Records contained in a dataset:
◆ ◆ ◆ ◆ ◆
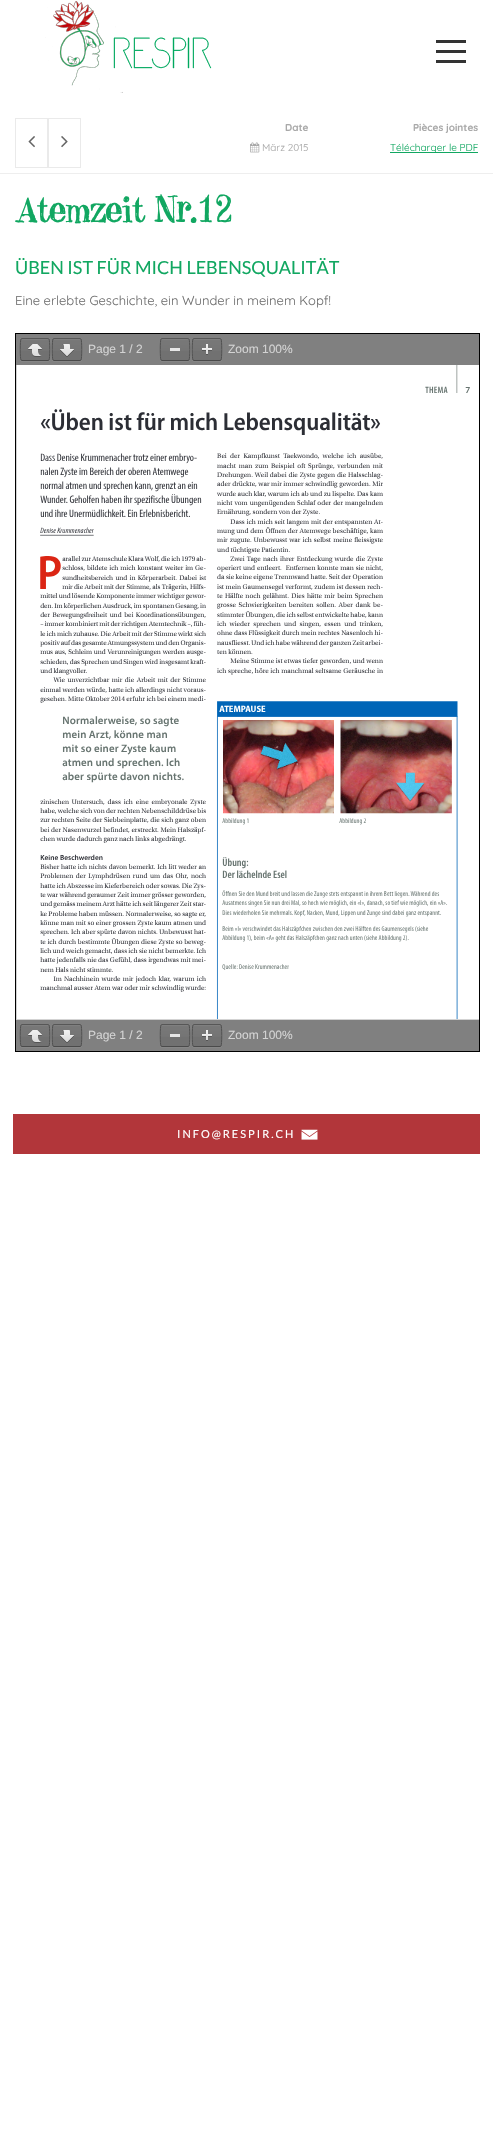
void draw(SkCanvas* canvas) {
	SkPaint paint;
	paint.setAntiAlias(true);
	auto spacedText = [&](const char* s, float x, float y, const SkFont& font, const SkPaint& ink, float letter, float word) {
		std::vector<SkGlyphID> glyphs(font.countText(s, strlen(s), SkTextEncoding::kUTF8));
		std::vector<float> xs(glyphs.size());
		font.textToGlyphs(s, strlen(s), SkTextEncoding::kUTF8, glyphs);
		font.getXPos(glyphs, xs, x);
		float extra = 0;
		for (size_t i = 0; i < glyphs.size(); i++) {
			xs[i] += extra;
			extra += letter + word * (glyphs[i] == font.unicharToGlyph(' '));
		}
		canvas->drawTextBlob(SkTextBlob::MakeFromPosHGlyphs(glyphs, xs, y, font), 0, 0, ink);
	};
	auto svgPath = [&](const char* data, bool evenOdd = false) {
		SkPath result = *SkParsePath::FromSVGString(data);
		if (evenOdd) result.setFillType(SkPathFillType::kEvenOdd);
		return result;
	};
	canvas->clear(0xffffffff);
	canvas->drawImageRect(SkImages::DeferredFromEncodedData(SkData::MakeFromFileName("img1.png")), SkRect::MakeXYWH(45, 1, 167, 92), SkSamplingOptions());
	paint.setColor(0xff333333);
	canvas->drawRect(SkRect::MakeXYWH(436, 40, 30, 3), paint);
	canvas->drawRect(SkRect::MakeXYWH(436, 50, 30, 3), paint);
	canvas->drawRect(SkRect::MakeXYWH(436, 60, 30, 3), paint);
	paint.setStroke(true);
	paint.setStrokeWidth(1);
	paint.setColor(0xffeaeaea);
	canvas->drawRect(SkRect::MakeXYWH(15.5, 118.5, 32, 49), paint);
	canvas->drawImageRect(SkImages::DeferredFromEncodedData(SkData::MakeFromFileName("img2.png")), SkRect::MakeXYWH(28, 136, 7, 12), SkSamplingOptions());
	canvas->drawRect(SkRect::MakeXYWH(48.5, 118.5, 32, 49), paint);
	canvas->drawImageRect(SkImages::DeferredFromEncodedData(SkData::MakeFromFileName("img3.png")), SkRect::MakeXYWH(61, 136, 7, 12), SkSamplingOptions());
	SkFont f1(fontMgr->matchFamilyStyle("Quicksand", SkFontStyle::Bold()), 10);
	f1.setSubpixel(true);
	paint.setStroke(false);
	paint.setColor(0xffa9a9a9);
	canvas->drawString("Date", 285, 131, f1, paint);
	canvas->drawImageRect(SkImages::DeferredFromEncodedData(SkData::MakeFromFileName("img4.png")), SkRect::MakeXYWH(250, 142, 10, 11), SkSamplingOptions());
	SkFont f2(fontMgr->matchFamilyStyle("Quicksand", SkFontStyle::Normal()), 10);
	f2.setSubpixel(true);
	canvas->drawString("März 2015", 262, 151, f2, paint);
	canvas->drawString("Pièces jointes", 413, 131, f1, paint);
	paint.setColor(0xff11a761);
	canvas->drawRect(SkRect::MakeXYWH(390, 152, 88, 1), paint);
	canvas->drawString("Télécharger le PDF", 390, 151, f2, paint);
	paint.setColor(0xffeeeeee);
	canvas->drawRect(SkRect::MakeXYWH(0, 173, 493, 1), paint);
	SkFont f3(fontMgr->matchFamilyStyle("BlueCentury", SkFontStyle::Normal()), 35);
	f3.setSubpixel(true);
	paint.setColor(0xff11a761);
	canvas->drawString("Atemzeit Nr.12", 15, 222, f3, paint);
	SkFont f4(fontMgr->matchFamilyStyle("Lato", SkFontStyle::Normal()), 18);
	f4.setSubpixel(true);
	canvas->drawString("ÜBEN IST FÜR MICH LEBENSQUALITÄT", 15, 274, f4, paint);
	SkFont f5(fontMgr->matchFamilyStyle("Quicksand", SkFontStyle::Normal()), 13);
	f5.setSubpixel(true);
	paint.setColor(0xff707070);
	canvas->drawString("Eine erlebte Geschichte, ein Wunder in meinem Kopf!", 15, 305, f5, paint);
	paint.setColor(0xffd3d3d3);
	canvas->drawRect(SkRect::MakeXYWH(16, 365, 463, 655), paint);
	paint.setStroke(true);
	paint.setColor(0xff000000);
	canvas->drawRect(SkRect::MakeXYWH(15.5, 333.5, 464, 718), paint);
	paint.setStroke(false);
	paint.setColor(0xff808080);
	canvas->drawRect(SkRect::MakeXYWH(16, 334, 463, 31), paint);
	paint.setColor(0xff868686);
	canvas->drawPath(svgPath("M20 359C20 363 22.5 362 26.5 362H43.5C47.5 362 50 363 50 359C50 360 49 361 48 361H22C21 361 20 360 20 359Z"), paint);
	paint.setColor(0xff717171);
	canvas->drawRoundRect(SkRect::MakeXYWH(21, 339, 28, 21), 1, 1, paint);
	{
		const SkColor colors[] = {0x0dffffff, 0x00ffffff};
		const float stops[] = {0, 1};
		const SkPoint ends[] = {{35, 339}, {35, 360}};
		paint.setShader(SkGradientShader::MakeLinear(ends, colors, stops, 2, SkTileMode::kClamp));
		paint.setAlpha(255);
	}
	canvas->drawRect(SkRect::MakeXYWH(21, 339, 28, 12), paint);
	paint.setShader(nullptr);
	paint.setColor(0xff7f7f7f);
	canvas->drawPath(svgPath("M22 340H49V341C49 338 47 339 43.5 339H26.5C23 339 21 338 21 341C21 340 21 340 22 340Z"), paint);
	paint.setStroke(true);
	paint.setColor(0xff575757);
	canvas->drawPath(svgPath("M21 339L22 338.5H48L49 339"), paint);
	paint.setColor(0xff4f4f4f);
	canvas->drawPath(svgPath("M49 339C50 340 50 359 49 360"), paint);
	paint.setColor(0xff4a4a4a);
	canvas->drawPath(svgPath("M49 360L48 360.5H22L21 360"), paint);
	paint.setColor(0xff4f4f4f);
	canvas->drawPath(svgPath("M21 360C20 359 20 340 21 339"), paint);
	canvas->drawImageRect(SkImages::DeferredFromEncodedData(SkData::MakeFromFileName("img5.png")), SkRect::MakeXYWH(28, 344, 14, 13), SkSamplingOptions());
	paint.setStroke(false);
	paint.setColor(0xff868686);
	canvas->drawPath(svgPath("M52 359C52 363 54.5 362 58.5 362H75.5C79.5 362 82 363 82 359C82 360 81 361 80 361H54C53 361 52 360 52 359Z"), paint);
	paint.setColor(0xff717171);
	canvas->drawRoundRect(SkRect::MakeXYWH(53, 339, 28, 21), 1, 1, paint);
	{
		const SkColor colors[] = {0x0dffffff, 0x00ffffff};
		const float stops[] = {0, 1};
		const SkPoint ends[] = {{67, 339}, {67, 360}};
		paint.setShader(SkGradientShader::MakeLinear(ends, colors, stops, 2, SkTileMode::kClamp));
		paint.setAlpha(255);
	}
	canvas->drawRect(SkRect::MakeXYWH(53, 339, 28, 12), paint);
	paint.setShader(nullptr);
	paint.setColor(0xff7f7f7f);
	canvas->drawPath(svgPath("M54 340H81V341C81 338 79 339 75.5 339H58.5C55 339 53 338 53 341C53 340 53 340 54 340Z"), paint);
	paint.setStroke(true);
	paint.setColor(0xff575757);
	canvas->drawPath(svgPath("M53 339L54 338.5H80L81 339"), paint);
	paint.setColor(0xff4f4f4f);
	canvas->drawPath(svgPath("M81 339C82 340 82 359 81 360"), paint);
	paint.setColor(0xff4a4a4a);
	canvas->drawPath(svgPath("M81 360L80 360.5H54L53 360"), paint);
	paint.setColor(0xff4f4f4f);
	canvas->drawPath(svgPath("M53 360C52 359 52 340 53 339"), paint);
	canvas->drawImageRect(SkImages::DeferredFromEncodedData(SkData::MakeFromFileName("img6.png")), SkRect::MakeXYWH(60, 344, 14, 13), SkSamplingOptions());
	SkFont f6(fontMgr->matchFamilyStyle("Liberation Sans", SkFontStyle::Normal()), 12);
	f6.setSubpixel(true);
	paint.setStroke(false);
	paint.setColor(0xffd3d3d3);
	canvas->drawString("Page 1 / 2", 88, 353, f6, paint);
	paint.setColor(0xff868686);
	canvas->drawPath(svgPath("M160 359C160 363 162.5 362 166.5 362H183.5C187.5 362 190 363 190 359C190 360 189 361 188 361H162C161 361 160 360 160 359Z"), paint);
	paint.setColor(0xff717171);
	canvas->drawRoundRect(SkRect::MakeXYWH(161, 339, 28, 21), 1, 1, paint);
	{
		const SkColor colors[] = {0x0dffffff, 0x00ffffff};
		const float stops[] = {0, 1};
		const SkPoint ends[] = {{175, 339}, {175, 360}};
		paint.setShader(SkGradientShader::MakeLinear(ends, colors, stops, 2, SkTileMode::kClamp));
		paint.setAlpha(255);
	}
	canvas->drawRect(SkRect::MakeXYWH(161, 339, 28, 12), paint);
	paint.setShader(nullptr);
	paint.setColor(0xff7f7f7f);
	canvas->drawPath(svgPath("M162 340H189V341C189 338 187 339 183.5 339H166.5C163 339 161 338 161 341C161 340 161 340 162 340Z"), paint);
	paint.setStroke(true);
	paint.setColor(0xff575757);
	canvas->drawPath(svgPath("M161 339L162 338.5H188L189 339"), paint);
	paint.setColor(0xff4f4f4f);
	canvas->drawPath(svgPath("M189 339C190 340 190 359 189 360"), paint);
	paint.setColor(0xff4a4a4a);
	canvas->drawPath(svgPath("M189 360L188 360.5H162L161 360"), paint);
	paint.setColor(0xff4f4f4f);
	canvas->drawPath(svgPath("M161 360C160 359 160 340 161 339"), paint);
	paint.setStroke(false);
	paint.setColor(0xffe6e6e6);
	canvas->drawRect(SkRect::MakeXYWH(170, 348, 10, 3), paint);
	paint.setColor(0xff868686);
	canvas->drawPath(svgPath("M192 359C192 363 194.5 362 198.5 362H215.5C219.5 362 222 363 222 359C222 360 221 361 220 361H194C193 361 192 360 192 359Z"), paint);
	paint.setColor(0xff717171);
	canvas->drawRoundRect(SkRect::MakeXYWH(193, 339, 28, 21), 1, 1, paint);
	{
		const SkColor colors[] = {0x0dffffff, 0x00ffffff};
		const float stops[] = {0, 1};
		const SkPoint ends[] = {{207, 339}, {207, 360}};
		paint.setShader(SkGradientShader::MakeLinear(ends, colors, stops, 2, SkTileMode::kClamp));
		paint.setAlpha(255);
	}
	canvas->drawRect(SkRect::MakeXYWH(193, 339, 28, 12), paint);
	paint.setShader(nullptr);
	paint.setColor(0xff7f7f7f);
	canvas->drawPath(svgPath("M194 340H221V341C221 338 219 339 215.5 339H198.5C195 339 193 338 193 341C193 340 193 340 194 340Z"), paint);
	paint.setStroke(true);
	paint.setColor(0xff575757);
	canvas->drawPath(svgPath("M193 339L194 338.5H220L221 339"), paint);
	paint.setColor(0xff4f4f4f);
	canvas->drawPath(svgPath("M221 339C222 340 222 359 221 360"), paint);
	paint.setColor(0xff4a4a4a);
	canvas->drawPath(svgPath("M221 360L220 360.5H194L193 360"), paint);
	paint.setColor(0xff4f4f4f);
	canvas->drawPath(svgPath("M193 360C192 359 192 340 193 339"), paint);
	canvas->drawImageRect(SkImages::DeferredFromEncodedData(SkData::MakeFromFileName("img7.png")), SkRect::MakeXYWH(202, 344, 10, 11), SkSamplingOptions());
	paint.setStroke(false);
	paint.setColor(0xffd3d3d3);
	canvas->drawString("Zoom 100%", 228, 353, f6, paint);
	paint.setColor(0xffffffff);
	canvas->drawRect(SkRect::MakeXYWH(17, 365, 462, 654), paint);
	canvas->drawImageRect(SkImages::DeferredFromEncodedData(SkData::MakeFromFileName("img8.png")), SkRect::MakeXYWH(40, 365, 430, 654), SkSamplingOptions());
	paint.setColor(0xff808080);
	canvas->drawRect(SkRect::MakeXYWH(16, 1020, 463, 31), paint);
	paint.setColor(0xff868686);
	canvas->drawPath(svgPath("M20 1045C20 1049 22.5 1048 26.5 1048H43.5C47.5 1048 50 1049 50 1045C50 1046 49 1047 48 1047H22C21 1047 20 1046 20 1045Z"), paint);
	paint.setColor(0xff717171);
	canvas->drawRoundRect(SkRect::MakeXYWH(21, 1025, 28, 21), 1, 1, paint);
	{
		const SkColor colors[] = {0x0dffffff, 0x00ffffff};
		const float stops[] = {0, 1};
		const SkPoint ends[] = {{35, 1025}, {35, 1046}};
		paint.setShader(SkGradientShader::MakeLinear(ends, colors, stops, 2, SkTileMode::kClamp));
		paint.setAlpha(255);
	}
	canvas->drawRect(SkRect::MakeXYWH(21, 1025, 28, 12), paint);
	paint.setShader(nullptr);
	paint.setColor(0xff7f7f7f);
	canvas->drawPath(svgPath("M22 1026H49V1027C49 1024 47 1025 43.5 1025H26.5C23 1025 21 1024 21 1027C21 1026 21 1026 22 1026Z"), paint);
	paint.setStroke(true);
	paint.setColor(0xff575757);
	canvas->drawPath(svgPath("M21 1025L22 1024.5H48L49 1025"), paint);
	paint.setColor(0xff4f4f4f);
	canvas->drawPath(svgPath("M49 1025C50 1026 50 1045 49 1046"), paint);
	paint.setColor(0xff4a4a4a);
	canvas->drawPath(svgPath("M49 1046L48 1046.5H22L21 1046"), paint);
	paint.setColor(0xff4f4f4f);
	canvas->drawPath(svgPath("M21 1046C20 1045 20 1026 21 1025"), paint);
	canvas->drawImageRect(SkImages::DeferredFromEncodedData(SkData::MakeFromFileName("img5.png")), SkRect::MakeXYWH(28, 1030, 14, 13), SkSamplingOptions());
	paint.setStroke(false);
	paint.setColor(0xff868686);
	canvas->drawPath(svgPath("M52 1045C52 1049 54.5 1048 58.5 1048H75.5C79.5 1048 82 1049 82 1045C82 1046 81 1047 80 1047H54C53 1047 52 1046 52 1045Z"), paint);
	paint.setColor(0xff717171);
	canvas->drawRoundRect(SkRect::MakeXYWH(53, 1025, 28, 21), 1, 1, paint);
	{
		const SkColor colors[] = {0x0dffffff, 0x00ffffff};
		const float stops[] = {0, 1};
		const SkPoint ends[] = {{67, 1025}, {67, 1046}};
		paint.setShader(SkGradientShader::MakeLinear(ends, colors, stops, 2, SkTileMode::kClamp));
		paint.setAlpha(255);
	}
	canvas->drawRect(SkRect::MakeXYWH(53, 1025, 28, 12), paint);
	paint.setShader(nullptr);
	paint.setColor(0xff7f7f7f);
	canvas->drawPath(svgPath("M54 1026H81V1027C81 1024 79 1025 75.5 1025H58.5C55 1025 53 1024 53 1027C53 1026 53 1026 54 1026Z"), paint);
	paint.setStroke(true);
	paint.setColor(0xff575757);
	canvas->drawPath(svgPath("M53 1025L54 1024.5H80L81 1025"), paint);
	paint.setColor(0xff4f4f4f);
	canvas->drawPath(svgPath("M81 1025C82 1026 82 1045 81 1046"), paint);
	paint.setColor(0xff4a4a4a);
	canvas->drawPath(svgPath("M81 1046L80 1046.5H54L53 1046"), paint);
	paint.setColor(0xff4f4f4f);
	canvas->drawPath(svgPath("M53 1046C52 1045 52 1026 53 1025"), paint);
	canvas->drawImageRect(SkImages::DeferredFromEncodedData(SkData::MakeFromFileName("img6.png")), SkRect::MakeXYWH(60, 1030, 14, 13), SkSamplingOptions());
	paint.setStroke(false);
	paint.setColor(0xffd3d3d3);
	canvas->drawString("Page 1 / 2", 88, 1039, f6, paint);
	paint.setColor(0xff868686);
	canvas->drawPath(svgPath("M160 1045C160 1049 162.5 1048 166.5 1048H183.5C187.5 1048 190 1049 190 1045C190 1046 189 1047 188 1047H162C161 1047 160 1046 160 1045Z"), paint);
	paint.setColor(0xff717171);
	canvas->drawRoundRect(SkRect::MakeXYWH(161, 1025, 28, 21), 1, 1, paint);
	{
		const SkColor colors[] = {0x0dffffff, 0x00ffffff};
		const float stops[] = {0, 1};
		const SkPoint ends[] = {{175, 1025}, {175, 1046}};
		paint.setShader(SkGradientShader::MakeLinear(ends, colors, stops, 2, SkTileMode::kClamp));
		paint.setAlpha(255);
	}
	canvas->drawRect(SkRect::MakeXYWH(161, 1025, 28, 12), paint);
	paint.setShader(nullptr);
	paint.setColor(0xff7f7f7f);
	canvas->drawPath(svgPath("M162 1026H189V1027C189 1024 187 1025 183.5 1025H166.5C163 1025 161 1024 161 1027C161 1026 161 1026 162 1026Z"), paint);
	paint.setStroke(true);
	paint.setColor(0xff575757);
	canvas->drawPath(svgPath("M161 1025L162 1024.5H188L189 1025"), paint);
	paint.setColor(0xff4f4f4f);
	canvas->drawPath(svgPath("M189 1025C190 1026 190 1045 189 1046"), paint);
	paint.setColor(0xff4a4a4a);
	canvas->drawPath(svgPath("M189 1046L188 1046.5H162L161 1046"), paint);
	paint.setColor(0xff4f4f4f);
	canvas->drawPath(svgPath("M161 1046C160 1045 160 1026 161 1025"), paint);
	paint.setStroke(false);
	paint.setColor(0xffe6e6e6);
	canvas->drawRect(SkRect::MakeXYWH(170, 1034, 10, 3), paint);
	paint.setColor(0xff868686);
	canvas->drawPath(svgPath("M192 1045C192 1049 194.5 1048 198.5 1048H215.5C219.5 1048 222 1049 222 1045C222 1046 221 1047 220 1047H194C193 1047 192 1046 192 1045Z"), paint);
	paint.setColor(0xff717171);
	canvas->drawRoundRect(SkRect::MakeXYWH(193, 1025, 28, 21), 1, 1, paint);
	{
		const SkColor colors[] = {0x0dffffff, 0x00ffffff};
		const float stops[] = {0, 1};
		const SkPoint ends[] = {{207, 1025}, {207, 1046}};
		paint.setShader(SkGradientShader::MakeLinear(ends, colors, stops, 2, SkTileMode::kClamp));
		paint.setAlpha(255);
	}
	canvas->drawRect(SkRect::MakeXYWH(193, 1025, 28, 12), paint);
	paint.setShader(nullptr);
	paint.setColor(0xff7f7f7f);
	canvas->drawPath(svgPath("M194 1026H221V1027C221 1024 219 1025 215.5 1025H198.5C195 1025 193 1024 193 1027C193 1026 193 1026 194 1026Z"), paint);
	paint.setStroke(true);
	paint.setColor(0xff575757);
	canvas->drawPath(svgPath("M193 1025L194 1024.5H220L221 1025"), paint);
	paint.setColor(0xff4f4f4f);
	canvas->drawPath(svgPath("M221 1025C222 1026 222 1045 221 1046"), paint);
	paint.setColor(0xff4a4a4a);
	canvas->drawPath(svgPath("M221 1046L220 1046.5H194L193 1046"), paint);
	paint.setColor(0xff4f4f4f);
	canvas->drawPath(svgPath("M193 1046C192 1045 192 1026 193 1025"), paint);
	canvas->drawImageRect(SkImages::DeferredFromEncodedData(SkData::MakeFromFileName("img7.png")), SkRect::MakeXYWH(202, 1030, 10, 11), SkSamplingOptions());
	paint.setStroke(false);
	paint.setColor(0xffd3d3d3);
	canvas->drawString("Zoom 100%", 228, 1039, f6, paint);
	paint.setColor(0xffb2363a);
	canvas->drawRect(SkRect::MakeXYWH(13, 1114, 467, 40), paint);
	SkFont f7(fontMgr->matchFamilyStyle("Lato", SkFontStyle::Normal()), 11);
	f7.setSubpixel(true);
	paint.setColor(0xffffffff);
	spacedText("INFO@RESPIR.CH", 177, 1138, f7, paint, 2, 0);
	canvas->drawImageRect(SkImages::DeferredFromEncodedData(SkData::MakeFromFileName("img9.png")), SkRect::MakeXYWH(301, 1129, 17, 11), SkSamplingOptions());
}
◆ ◆ ◆ ◆ ◆
Description of the task:
Go through the records above. Copy each line in which the string "matchFamilyStyle" appears.

Your response:
	SkFont f1(fontMgr->matchFamilyStyle("Quicksand", SkFontStyle::Bold()), 10);
	SkFont f2(fontMgr->matchFamilyStyle("Quicksand", SkFontStyle::Normal()), 10);
	SkFont f3(fontMgr->matchFamilyStyle("BlueCentury", SkFontStyle::Normal()), 35);
	SkFont f4(fontMgr->matchFamilyStyle("Lato", SkFontStyle::Normal()), 18);
	SkFont f5(fontMgr->matchFamilyStyle("Quicksand", SkFontStyle::Normal()), 13);
	SkFont f6(fontMgr->matchFamilyStyle("Liberation Sans", SkFontStyle::Normal()), 12);
	SkFont f7(fontMgr->matchFamilyStyle("Lato", SkFontStyle::Normal()), 11);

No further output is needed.